Grammie is doing great! She moved out of her house and into a Retirement Community. It turns out the reason she was dizzy and passing out is because she didn't have the energy to eat anymore. She could eat, but she couldn't cook. So she was eating 3 crackers with peanut butter each day. Now, she walks to the Dining Hall three times a day for her meals and if she misses one, she gets a phone call and they bring her food. She turned 90 on the 30th.
Here she is at her party:
Just try and tell me she isn't the cutest thing you ever did see. Don't worry though, we scolded her for the shortness of her skirt. We were there looking through old pictures and things and there was a photo of her in a BIKINI. OMGosh you guys, she was so flippin' cute! At one point, Zac's cousin says, "Wow, Gram, you have always been a hottie!" Gram says, "Oh, yes, Katie, I really have always been." Good to know all this trouble in her life hasn't caused any self esteem issues. LOL!
Thanks for thinking of us all and I will absolutely get back on the blog ball! I need you guys! And thanks again, HolleeAnn. You made my week (10 days ago!)
Posted by kellyo75 at 7:15 PM 4 comments
Wednesday, August 6, 2008
I know it seems like I've abandoned ship...
and I guess I sort of have, though not intentionally. I fully intended to take a month off to get everything together for the kids when they started school (July 28th they went back). However, since then, Grammie has not been doing well. At all. And honestly, I am doing everything I can just to stay afloat. I am very, very sad and every time I think about her, I cry. She has been hospitalized twice in the last month and a half, and she has gotten dizzy and passed out a number of times. I know she is old, but I am not ready to lose her. I have only had her for 10 years! Please forgive me for not checking in. I will try to check in more often if I can. And please, please PRAY for Grammie. She is an angel and deserves the best. There is so much more detail involved, which I really can't get into, but Zac and I are trying to persuade her to move in with us. Please keep in touch if I am not on here, through the email in my profile.
Posted by kellyo75 at 8:09 AM 9 comments
Friday, June 27, 2008
Photo Story #4
Hosted by Cecily and MamaGeek
If you have ever read any posts about my son, Nolan (aka Ninja Boy), then you know he is a handful, to say the least. He is all boy and already at 6, he doesn't take crap from no one. No one that is, except for his "best friend" Jaydin. Jaydin is a little DIVA. She is absolutely, positively 110% G-I-R-L. You'd think that they would hate each other given the fact that they are polar opposites.
I know why Nolan likes her. She's the only person (besides family) that has put him in his place, and my boy LOVES a challenge.
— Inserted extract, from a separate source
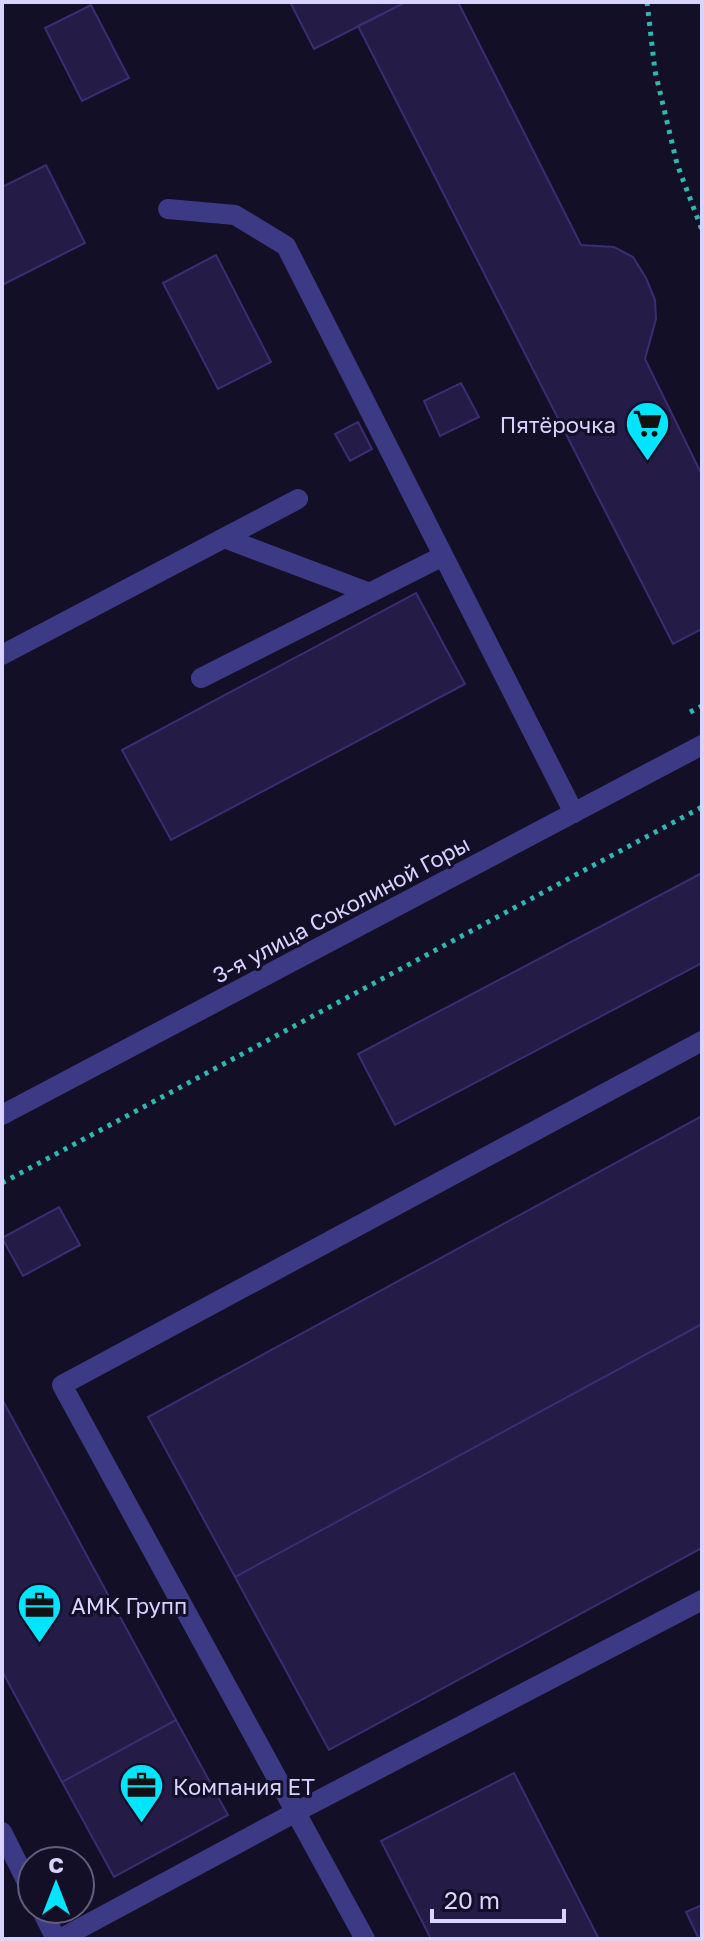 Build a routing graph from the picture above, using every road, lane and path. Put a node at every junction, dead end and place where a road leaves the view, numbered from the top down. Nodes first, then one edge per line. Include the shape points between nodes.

Jaydin's mom, Monica (my BFF) took Nolan and Jaydin to a friend from Preschool's birthday party and then to another party for a family friend last summer. At the family party, Nolan and Jaydin decided to get in the hot tub. As they are getting in, a friend of Jaydin's family said, "Oh, Jaydin, is this your boyfriend, Nolan?" Nolan immediately pipes in and says, "NO!" Jaydin, at the same time, says, "Yes." She hears Nolan say "no" and she glares at him and says, "Nolan, you ARE my boyfriend, and THAT'S just the way it is!" Dude, I hope he keeps this girl forever!!